Kalvin Chapman, like Mercy, was a cop's kid. That was, in fact, how they became the best of friends, since their fathers both worked among Arcadia's finest. He also was a law enforcer in the making, his obsession with crimes almost surpassing his best friend's obsession with soap operas and romance.

"Maybe they use our teeth for something. Like necklaces." Mercy suggested as they walked home from their bus stop, both genuinely happy that they had no more school until September, since today was their last day of second grade.

"Why would they make tooth necklaces?" Kal asked incredulously.

"I dunno," she shrugged. "I guess they look pretty, like this one necklace my mom has that Joan stole once before I was even born and mom got real mad…" Mercy trailed off, seeing the lack of interest from her comrade. "Joan and Adam are supposed to be comin' home for the summer…"

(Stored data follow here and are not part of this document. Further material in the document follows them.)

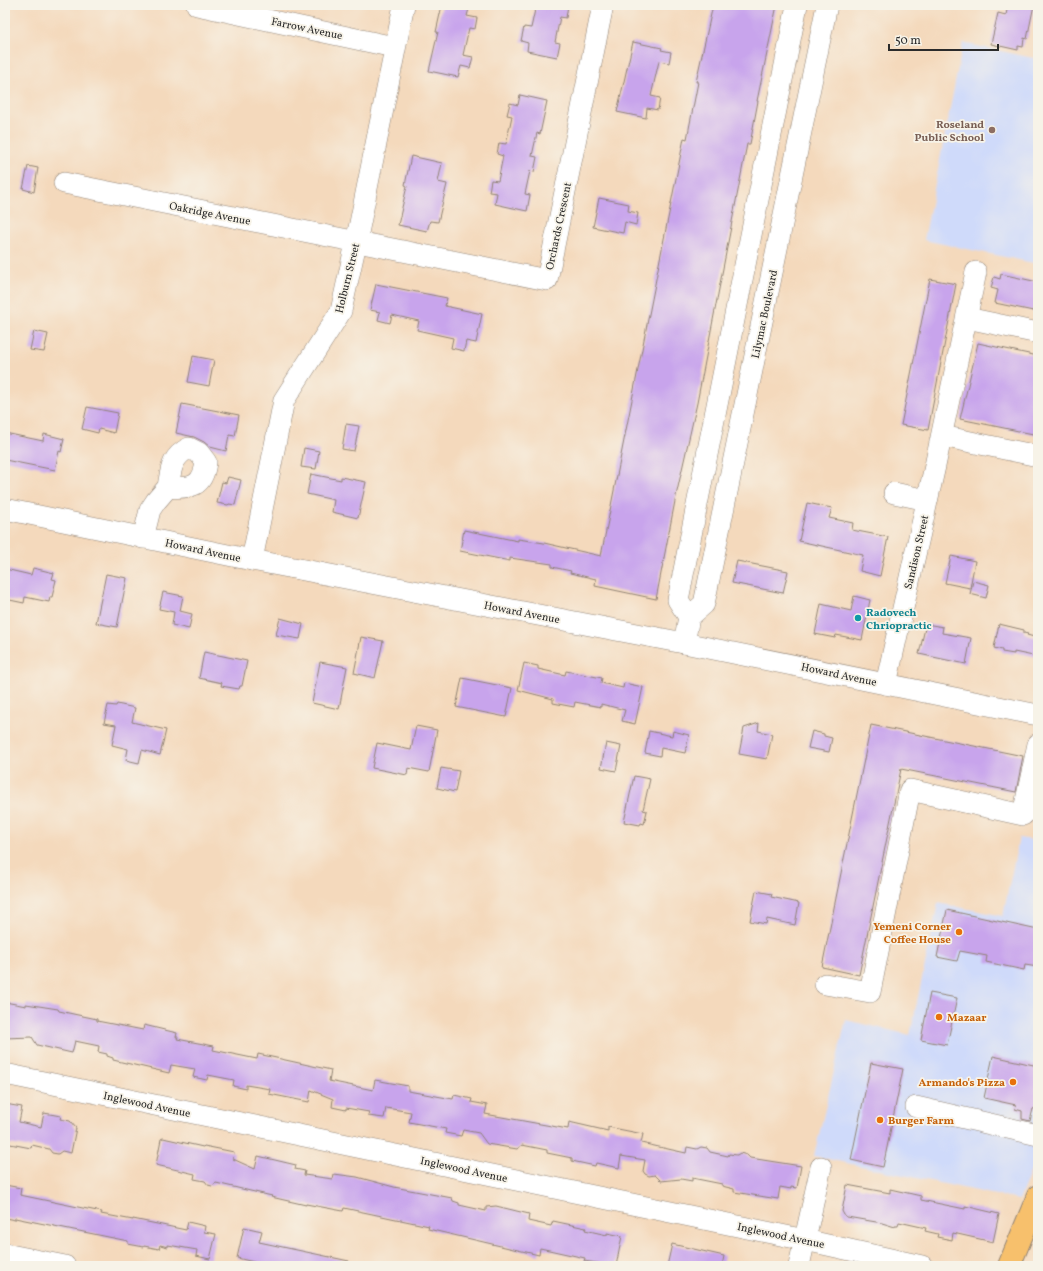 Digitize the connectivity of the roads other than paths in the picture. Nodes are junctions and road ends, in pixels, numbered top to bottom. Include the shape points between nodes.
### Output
1 (197, 5) edge
2 (404, 5) edge
3 (603, 5) edge
4 (797, 5) edge
5 (827, 5) edge
6 (394, 47) junction
7 (64, 183) dead end
8 (356, 243) junction
9 (976, 272) dead end
10 (967, 318) junction
11 (1038, 333) edge
12 (942, 436) junction
13 (1038, 456) edge
14 (168, 487) dead end
15 (894, 493) dead end
16 (927, 500) junction
17 (5, 509) edge
18 (143, 538) junction
19 (252, 560) junction
20 (689, 617) junction
21 (684, 642) junction
22 (886, 684) junction
23 (1038, 715) edge
24 (1038, 744) edge
25 (825, 984) dead end
26 (5, 1074) edge
27 (916, 1107) dead end
28 (1038, 1135) edge
29 (821, 1167) dead end
30 (1038, 1196) edge
31 (805, 1240) junction
32 (5, 1254) edge
33 (65, 1266) edge
34 (799, 1266) edge
35 (922, 1266) edge
36 (1009, 1266) edge

1 - 6 street, Farrow Avenue
2 - 6 street, Holburn Street
3 - 8 street, Orchards Crescent via 547,280
4 - 20 street via 678,600
5 - 20 street, Lilymac Boulevard via 704,604
6 - 8 street, Holburn Street
7 - 8 street, Oakridge Avenue
8 - 19 street, Holburn Street via 341,311 284,400
9 - 10 street, Sandison Street
10 - 11 street
10 - 12 street, Sandison Street
12 - 13 street
12 - 16 street, Sandison Street
14 - 18 street via 150,510
15 - 16 street
16 - 22 street, Sandison Street
17 - 18 street, Howard Avenue
18 - 19 street, Howard Avenue
19 - 21 street, Howard Avenue
20 - 21 street
21 - 22 street, Howard Avenue
22 - 23 street, Howard Avenue
24 - 25 street via 1024,815 910,790 870,992
26 - 31 street, Inglewood Avenue
27 - 28 street
29 - 31 street
30 - 36 main road
31 - 34 street
31 - 35 street, Inglewood Avenue
32 - 33 street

"Cool. You'll have the whole clan."

Joan, Mercy's elder and only sister, was away, finishing a few extra years of college somewhere in Virginia. And Adam, her former boyfriend and Mercy's idol, was in Washington D.C., attempting to make a living. It just wasn't right, though. They were apart, perfect for each other, too. They used to be together, but why weren't they now? It wasn't fair. Mercy wanted Joan and Adam together forever. They were like Ryan and Marissa, on an old show she'd grown fond of called _The O.C._; they should never be apart! Her older brother, Luke, and his girlfriend, Grace had been together since before Mercy was even born, and they still were!

"Yeah…" Mercy replied distantly, thinking of this.

"Woo hoo. Merc?" Kalvin waved his hand in front of her face.

She shook her head for a bit, then looked at Kalvin.

"We're going to have the best summer ever, right?"

Kalvin nodded.

"Well, I have a perfect plan…"


End file.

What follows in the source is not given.